On Wed, Oct 29, 2008 at 9:44 PM, Joshua Murphy <[EMAIL PROTECTED]> wrote:
> On Wed, Oct 29, 2008 at 7:26 PM, Andrey Vul <[EMAIL PROTECTED]> wrote:
>> I don't like package managers which require interactivity.
>> emerge -uvDp world | less is easier to parse then emerge -upDa world.
>> Why? Because I don't have to find a way of transferring <return> if
>> less handles all of the keyboard input.
>> So I prefer two stages:
>> 1) pretend merge  - single verbosity - and look at output
>> 2) actual merge - normal / quiet - and pipe to tee
>
> So what you're saying... is that emerge should have a switch to turn
> on, when using -p, -a, and/or -t, a pager? Particularly one that,
> until you're content with -a in particular, doesn't accidentally have
> a means of handing output back off to the emerge for the yes/no?
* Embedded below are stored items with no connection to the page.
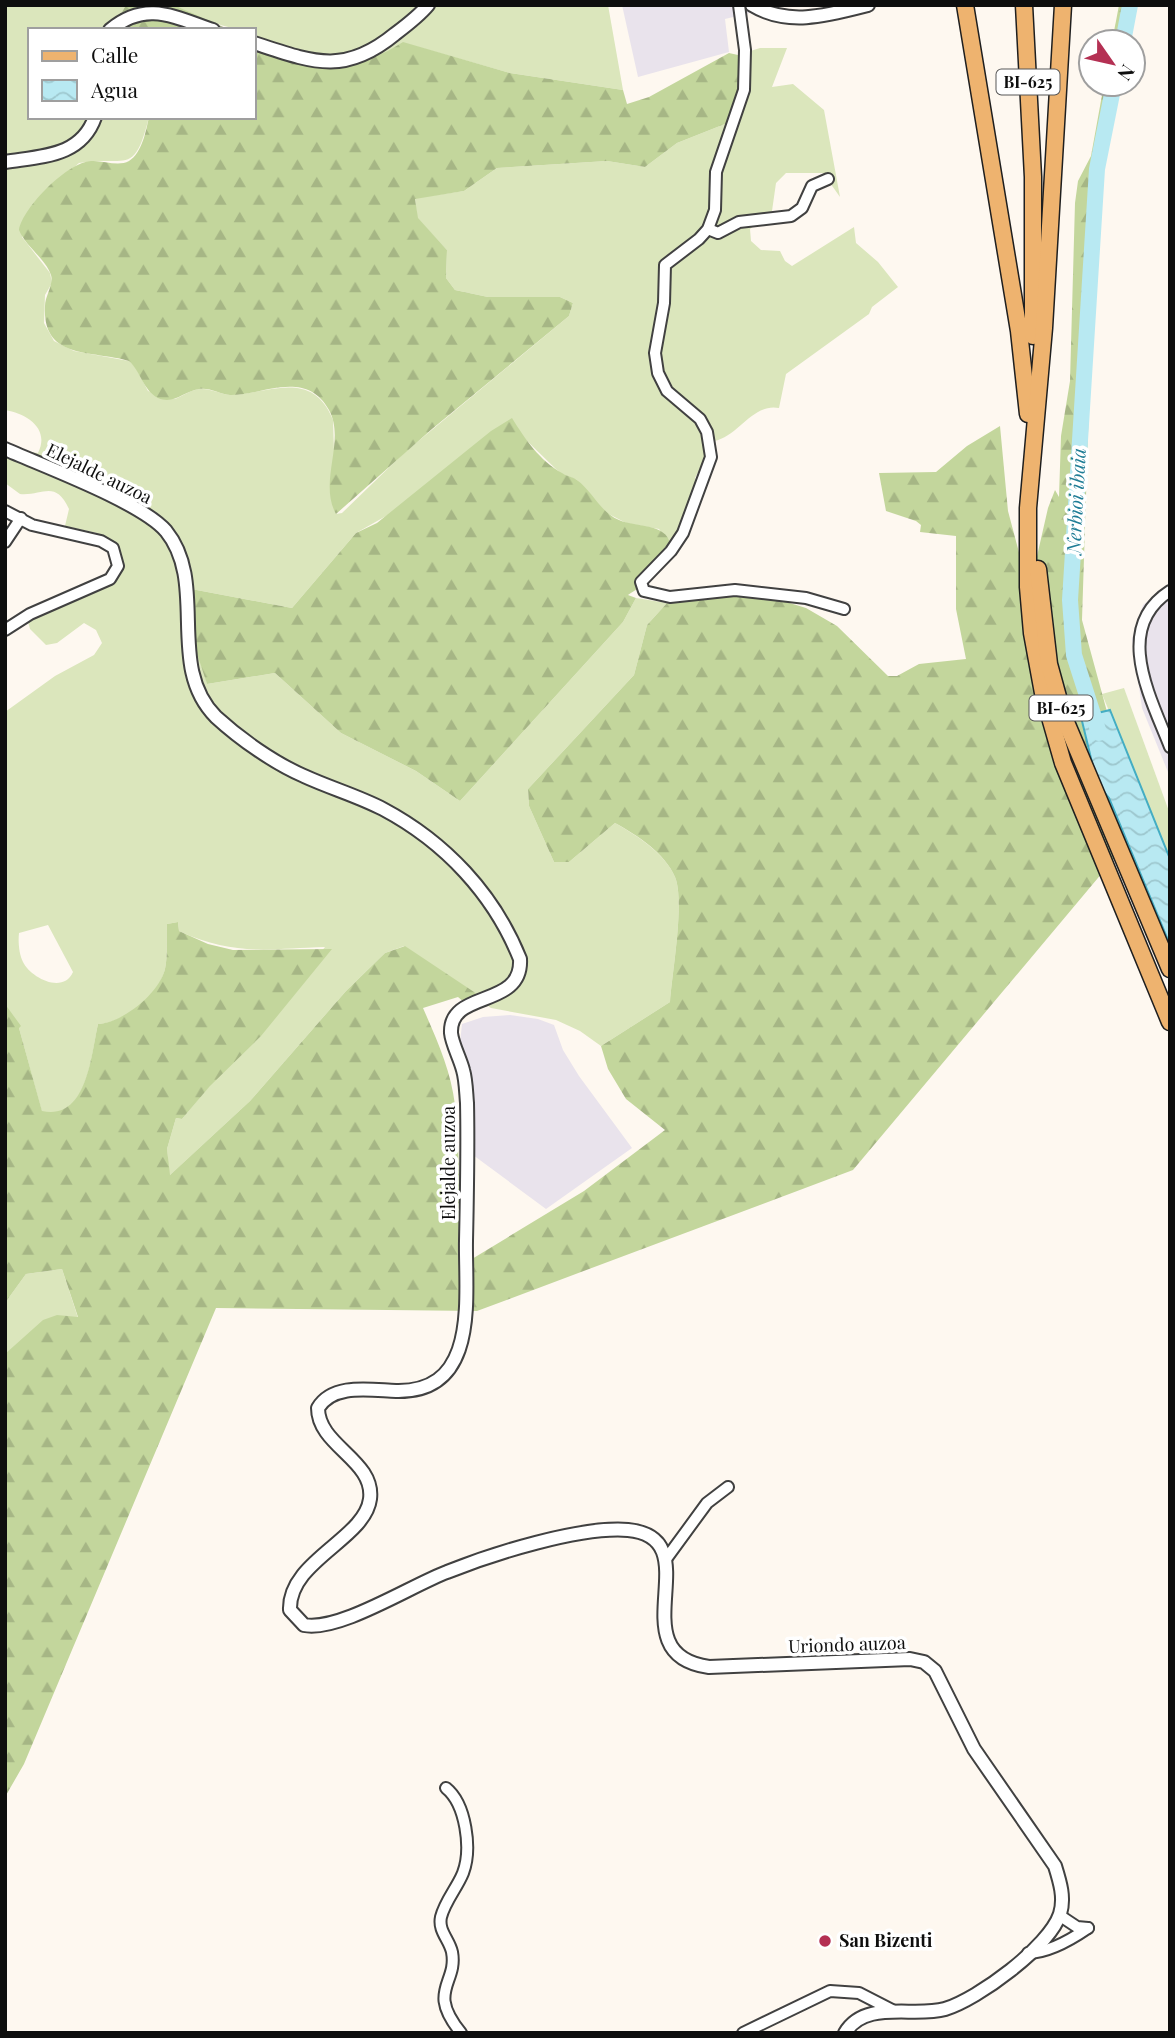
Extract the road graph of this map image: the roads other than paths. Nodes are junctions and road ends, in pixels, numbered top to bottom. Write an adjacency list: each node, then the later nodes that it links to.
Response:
1 (428, 5): 10 (street)
2 (739, 5): 14 (street)
3 (752, 5): 4 (street)
4 (868, 5)
5 (1024, 5): 15 (main road, BI-625)
6 (1063, 5): 15 (main road)
7 (962, 9): 15 (main road)
8 (112, 28): 9 (street)
9 (207, 28)
10 (256, 44)
11 (94, 119): 12 (street)
12 (5, 162)
13 (828, 179): 14 (street)
14 (708, 229): 21 (street)
15 (1032, 447): 24 (main road, BI-625); 26 (main road, BI-625)
16 (5, 449): 28 (street, Elejalde auzoa)
17 (5, 511): 18 (street)
18 (21, 518): 19 (street); 22 (street)
19 (5, 542)
20 (1170, 591): 23 (street)
21 (844, 609)
22 (5, 630)
23 (1170, 747)
24 (1166, 957): 25 (main road, BI-625)
25 (1170, 970)
26 (1169, 1021)
27 (728, 1487): 28 (street)
28 (666, 1559): 30 (street, Uriondo auzoa)
29 (446, 1788): 33 (street)
30 (1059, 1915): 31 (street); 31 (street)
31 (1028, 1953): 32 (street)
32 (896, 2012): 34 (street); 35 (street)
33 (461, 2033)
34 (743, 2033)
35 (845, 2033)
This
Yes.
> would spare the double run of the dependency checker while giving
> users who want it a pager to use and giving the rest the same
> functionality a simple -a gives now... something like etc-update's use
> of a pager comes to mind. Let's see... -P is taken for --prune ...
> --less/-L or... --more/-m ... --more/-M ? Of course, --pager/-M would
> work too, but it's less intuitive (we already have --unmerge/-C ... so
> why not, I suppose). Not *quite* sure I'm up to the task at the
> moment, though.

But I usually use emerge -p > file in order to see the difference in
dependencies from testing USE flags.
I would always choose -pN over -aN.

Where's the portage to-do list?
If you can find it, add these two items:
fix the uname
add pager support for -p, -a, -t



-- 
Andrey Vul

A: Because it messes up the order in which people normally read text.